UCI, UCSB, and UCLA labs gather at SoCal Micro & Nanofluidics Symposium

Micro & Nanofluidics Symposium Aug. 22, 2017 - The 4th annual SoCal Micro & Nanofluidics Symposium will be held at UC Santa Barbara this Thursday and Friday, Aug. 24-25, 2017. The symposium brings together students and faculty from across the UC system.

"This symposium is the first of its kind to get every student from every participating group together, regardless of specialty. The point is cross-pollination," says Sumita Pennathur, professor of mechanical engineering at UC Santa Barbara. "Science is about ideas crashing together and people working together. We want to teach our students early in their careers to get inspired by each other and solve problems together."

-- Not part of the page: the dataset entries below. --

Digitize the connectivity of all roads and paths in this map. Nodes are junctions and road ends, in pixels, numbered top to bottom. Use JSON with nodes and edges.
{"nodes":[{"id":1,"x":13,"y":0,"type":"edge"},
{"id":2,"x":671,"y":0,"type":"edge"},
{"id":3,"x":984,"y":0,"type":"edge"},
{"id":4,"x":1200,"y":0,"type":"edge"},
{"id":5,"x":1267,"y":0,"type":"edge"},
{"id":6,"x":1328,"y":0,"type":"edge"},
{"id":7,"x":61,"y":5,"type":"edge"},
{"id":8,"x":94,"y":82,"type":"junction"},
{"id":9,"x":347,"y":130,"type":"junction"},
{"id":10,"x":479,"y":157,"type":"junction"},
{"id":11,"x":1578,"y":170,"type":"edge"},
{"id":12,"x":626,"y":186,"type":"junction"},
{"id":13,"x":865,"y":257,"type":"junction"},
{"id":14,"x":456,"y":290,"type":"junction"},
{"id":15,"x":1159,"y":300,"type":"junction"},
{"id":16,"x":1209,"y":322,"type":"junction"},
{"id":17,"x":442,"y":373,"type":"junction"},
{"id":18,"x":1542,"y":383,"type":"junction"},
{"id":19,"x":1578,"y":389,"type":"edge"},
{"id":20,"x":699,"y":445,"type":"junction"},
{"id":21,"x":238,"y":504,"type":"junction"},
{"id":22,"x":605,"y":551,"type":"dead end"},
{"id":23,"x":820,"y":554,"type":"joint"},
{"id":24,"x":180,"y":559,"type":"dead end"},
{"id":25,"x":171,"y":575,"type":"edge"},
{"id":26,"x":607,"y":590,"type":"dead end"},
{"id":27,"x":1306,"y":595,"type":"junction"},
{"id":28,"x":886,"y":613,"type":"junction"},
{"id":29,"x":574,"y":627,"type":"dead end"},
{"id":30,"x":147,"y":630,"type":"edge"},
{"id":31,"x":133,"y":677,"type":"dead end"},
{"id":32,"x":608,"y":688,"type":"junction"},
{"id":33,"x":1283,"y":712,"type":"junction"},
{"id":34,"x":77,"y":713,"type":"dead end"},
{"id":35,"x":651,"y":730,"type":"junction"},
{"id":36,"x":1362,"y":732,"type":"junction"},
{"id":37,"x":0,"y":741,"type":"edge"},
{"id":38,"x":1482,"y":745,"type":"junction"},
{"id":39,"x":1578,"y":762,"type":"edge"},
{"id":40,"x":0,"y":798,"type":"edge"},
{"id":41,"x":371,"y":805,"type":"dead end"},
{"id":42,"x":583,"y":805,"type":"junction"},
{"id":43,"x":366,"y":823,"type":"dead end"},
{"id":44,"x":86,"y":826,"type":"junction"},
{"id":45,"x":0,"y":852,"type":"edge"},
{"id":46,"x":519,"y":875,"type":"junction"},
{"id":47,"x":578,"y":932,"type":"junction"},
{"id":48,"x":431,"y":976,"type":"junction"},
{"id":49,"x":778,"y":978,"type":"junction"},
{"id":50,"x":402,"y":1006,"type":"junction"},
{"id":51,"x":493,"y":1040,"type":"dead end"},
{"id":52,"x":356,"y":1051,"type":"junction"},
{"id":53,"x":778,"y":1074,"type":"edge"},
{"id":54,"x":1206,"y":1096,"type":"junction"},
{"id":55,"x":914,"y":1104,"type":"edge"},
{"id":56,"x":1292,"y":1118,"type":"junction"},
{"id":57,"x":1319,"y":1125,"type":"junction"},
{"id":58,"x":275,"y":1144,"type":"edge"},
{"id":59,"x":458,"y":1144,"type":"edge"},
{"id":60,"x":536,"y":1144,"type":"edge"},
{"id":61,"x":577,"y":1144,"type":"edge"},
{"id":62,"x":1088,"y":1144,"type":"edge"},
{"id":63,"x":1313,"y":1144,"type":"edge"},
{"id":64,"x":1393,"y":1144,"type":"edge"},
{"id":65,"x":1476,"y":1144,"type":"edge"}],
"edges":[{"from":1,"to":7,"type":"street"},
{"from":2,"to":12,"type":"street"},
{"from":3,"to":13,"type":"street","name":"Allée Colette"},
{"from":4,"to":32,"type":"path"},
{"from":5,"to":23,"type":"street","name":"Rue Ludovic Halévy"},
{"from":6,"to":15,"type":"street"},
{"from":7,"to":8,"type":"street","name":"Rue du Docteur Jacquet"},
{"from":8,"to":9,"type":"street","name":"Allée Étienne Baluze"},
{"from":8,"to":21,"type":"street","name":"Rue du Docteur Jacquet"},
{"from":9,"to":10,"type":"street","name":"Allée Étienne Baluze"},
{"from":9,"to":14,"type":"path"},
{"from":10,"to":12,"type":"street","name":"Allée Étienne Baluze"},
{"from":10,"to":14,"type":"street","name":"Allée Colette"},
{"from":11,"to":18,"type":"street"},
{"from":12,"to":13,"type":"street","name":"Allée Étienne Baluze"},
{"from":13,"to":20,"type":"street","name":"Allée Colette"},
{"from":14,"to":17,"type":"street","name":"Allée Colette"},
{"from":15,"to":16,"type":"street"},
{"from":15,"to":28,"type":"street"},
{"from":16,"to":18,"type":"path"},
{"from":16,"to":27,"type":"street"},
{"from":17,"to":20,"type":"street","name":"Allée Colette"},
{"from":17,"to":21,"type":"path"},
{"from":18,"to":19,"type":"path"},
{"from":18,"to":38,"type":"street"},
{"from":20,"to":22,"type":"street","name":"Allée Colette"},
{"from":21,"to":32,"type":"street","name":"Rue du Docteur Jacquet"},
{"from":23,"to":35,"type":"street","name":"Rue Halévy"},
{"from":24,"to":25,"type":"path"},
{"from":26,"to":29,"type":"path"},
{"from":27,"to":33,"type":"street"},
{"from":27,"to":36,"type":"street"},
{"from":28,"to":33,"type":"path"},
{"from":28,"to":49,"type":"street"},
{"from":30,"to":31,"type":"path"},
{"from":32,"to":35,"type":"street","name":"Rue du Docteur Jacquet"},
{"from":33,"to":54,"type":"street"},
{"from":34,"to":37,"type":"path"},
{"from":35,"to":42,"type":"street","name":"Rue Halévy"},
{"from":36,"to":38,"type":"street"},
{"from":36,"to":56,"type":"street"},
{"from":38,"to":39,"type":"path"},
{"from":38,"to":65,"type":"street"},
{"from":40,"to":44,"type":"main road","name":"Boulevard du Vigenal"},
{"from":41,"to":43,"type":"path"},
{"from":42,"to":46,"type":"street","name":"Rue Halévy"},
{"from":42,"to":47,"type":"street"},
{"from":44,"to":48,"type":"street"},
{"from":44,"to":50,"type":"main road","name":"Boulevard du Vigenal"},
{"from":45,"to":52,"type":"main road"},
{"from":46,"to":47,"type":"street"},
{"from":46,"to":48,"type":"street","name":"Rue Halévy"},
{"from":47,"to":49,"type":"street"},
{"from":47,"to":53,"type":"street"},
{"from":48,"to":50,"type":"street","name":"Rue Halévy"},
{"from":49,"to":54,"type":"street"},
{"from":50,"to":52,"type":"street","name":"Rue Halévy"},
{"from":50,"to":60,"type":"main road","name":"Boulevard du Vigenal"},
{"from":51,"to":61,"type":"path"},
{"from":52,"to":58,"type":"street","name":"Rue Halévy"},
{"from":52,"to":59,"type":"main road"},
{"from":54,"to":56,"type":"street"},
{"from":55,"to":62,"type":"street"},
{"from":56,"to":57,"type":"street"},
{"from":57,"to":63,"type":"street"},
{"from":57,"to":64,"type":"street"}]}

Three years ago, Professors Dino Di Carlo (UCLA), Elliot Hui (UC Irvine), and Sumita Pennathur (UC Santa Barbara) started a grassroots effort to collaborate across campuses, devoting their own funds to found the symposium.

The first symposium was better than we could have ever expected," says Dino Di Carlo, professor of bioengineering at UCLA. "It turned our labs into a vibrant, coherent community that spanned Southern California. Our students ended up starting new projects, going back and forth between campuses, and taking ownership of their scientific future."

This year, Aline Microfluidics Solutions and the California Nanosystems Institute at UCSB have sponsored the event, providing support including awards to students based on the quality of their scientific presentations. Speakers spanning mechanical engineering, electrical engineering, chemistry, neuroscience and bioengieering will present their work and discuss the future of micro and nanofluidics in biotechnology and medicine.

"This is the model we want to promote in the biomedical sciences," says Bridget Queenan, associate director of the UCSB Brain Initiative and research director of the UCSB Nanolab. "The human body is mostly water. To understand it, in both health and disease, we need people with knowledge and expertise in the fundamentals of fluid dynamics, microfluidics, and how ions and molecules behave in solution. It's fantastic to have a community of researchers with this expertise in basic science exploring the implications for human health."

"We are proud of how our groups have come together," says Elliot Hui, associate professor of biomedical engineering at UCI. "There is a tremendous amount of important work to be done to improve human health with these micro and nanotechnologies. We know our students are capable of changing the world, and we can't wait to expand this community to other groups across the UC system."